In terms of treatment of hamate hook fractures, most injuries of this type, which are typically caused by repetitive microtrauma or blunt trauma to the palm of the hand from playing golf or baseball, are treated by hook excision. In the report by Gunther et al., the fracture was left untreated, resulting in nonunion without symptoms [10]. Another report from Garcia-Elias et al. recommended open reduction and internal fixation of the hamate hook, which resulted in stabilization of the pisohamate ligament and pisiform [5]. The hook was successfully fixed with K-wires, and union was demonstrated on radiography.

In our case, open reduction and internal fixation of the fractured hook was performed, taking into account the mechanism of this injury. In contrast to the usual type of hamate hook fracture, we noted a gap between the hook and body of the hamate.
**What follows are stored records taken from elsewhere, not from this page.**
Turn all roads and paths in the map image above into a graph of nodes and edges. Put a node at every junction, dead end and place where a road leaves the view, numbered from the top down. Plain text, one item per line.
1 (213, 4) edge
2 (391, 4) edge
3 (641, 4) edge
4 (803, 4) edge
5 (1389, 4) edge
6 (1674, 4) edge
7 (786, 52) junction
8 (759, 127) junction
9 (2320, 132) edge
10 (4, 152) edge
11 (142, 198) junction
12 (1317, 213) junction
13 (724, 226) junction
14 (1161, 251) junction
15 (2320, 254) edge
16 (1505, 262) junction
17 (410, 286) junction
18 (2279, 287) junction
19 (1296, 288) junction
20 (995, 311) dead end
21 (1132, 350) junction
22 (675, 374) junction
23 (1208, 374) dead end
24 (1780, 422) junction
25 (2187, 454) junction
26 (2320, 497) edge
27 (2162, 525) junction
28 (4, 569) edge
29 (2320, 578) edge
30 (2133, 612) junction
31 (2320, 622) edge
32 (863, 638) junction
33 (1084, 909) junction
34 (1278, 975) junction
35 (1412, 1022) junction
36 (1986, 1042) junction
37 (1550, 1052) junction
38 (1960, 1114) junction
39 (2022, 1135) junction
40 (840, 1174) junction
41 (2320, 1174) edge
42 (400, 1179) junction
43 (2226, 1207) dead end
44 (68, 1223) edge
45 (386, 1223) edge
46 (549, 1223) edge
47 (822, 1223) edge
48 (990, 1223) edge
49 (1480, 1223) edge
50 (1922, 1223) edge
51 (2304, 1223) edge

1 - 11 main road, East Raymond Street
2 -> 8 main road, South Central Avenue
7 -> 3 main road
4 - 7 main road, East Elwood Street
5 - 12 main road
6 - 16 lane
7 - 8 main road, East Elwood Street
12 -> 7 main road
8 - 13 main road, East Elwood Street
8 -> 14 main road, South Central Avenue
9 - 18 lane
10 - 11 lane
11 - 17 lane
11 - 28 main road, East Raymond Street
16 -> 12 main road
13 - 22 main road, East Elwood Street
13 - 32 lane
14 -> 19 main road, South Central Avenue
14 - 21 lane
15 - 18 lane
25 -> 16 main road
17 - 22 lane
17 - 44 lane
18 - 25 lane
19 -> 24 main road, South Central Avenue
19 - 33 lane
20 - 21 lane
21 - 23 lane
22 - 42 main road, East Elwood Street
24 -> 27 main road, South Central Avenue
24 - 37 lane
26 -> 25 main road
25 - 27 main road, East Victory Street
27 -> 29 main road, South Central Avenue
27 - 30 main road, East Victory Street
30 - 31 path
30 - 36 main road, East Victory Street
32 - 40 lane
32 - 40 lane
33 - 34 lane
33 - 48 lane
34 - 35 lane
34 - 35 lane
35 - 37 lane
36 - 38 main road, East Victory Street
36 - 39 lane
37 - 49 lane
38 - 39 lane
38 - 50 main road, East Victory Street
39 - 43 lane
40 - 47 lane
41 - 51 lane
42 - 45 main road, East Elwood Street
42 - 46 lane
An intraoperative three-dimensional CT scan was helpful for obtaining anatomical reduction of the fracture site. The fracture resulted in nonunion, which may have been related to the initial displacement and residual instability around the hamate hook, since the HCS screw length did not exceed the more than half of the hamate body.

This is the first report to describe volar dislocation of the fourth and fifth CMC dislocation with a hamate hook fracture and its relationship to the ligamentous structure around the hamate hook. Our case indicates the importance of traction force in the strategic treatment of this injury.

Ethical Approval

All procedures followed were in accordance with the ethical standards of the responsible committee on human experimentation 140 (institutional and national) and with the Helsinki Declaration of 1975, as revised in 2008.

Identifying information, including patients’ names, initials, or hospital numbers, were not published in written descriptions, photographs, and pedigrees.

Conflicts of Interest

The authors declare that they have no conflicts of interest.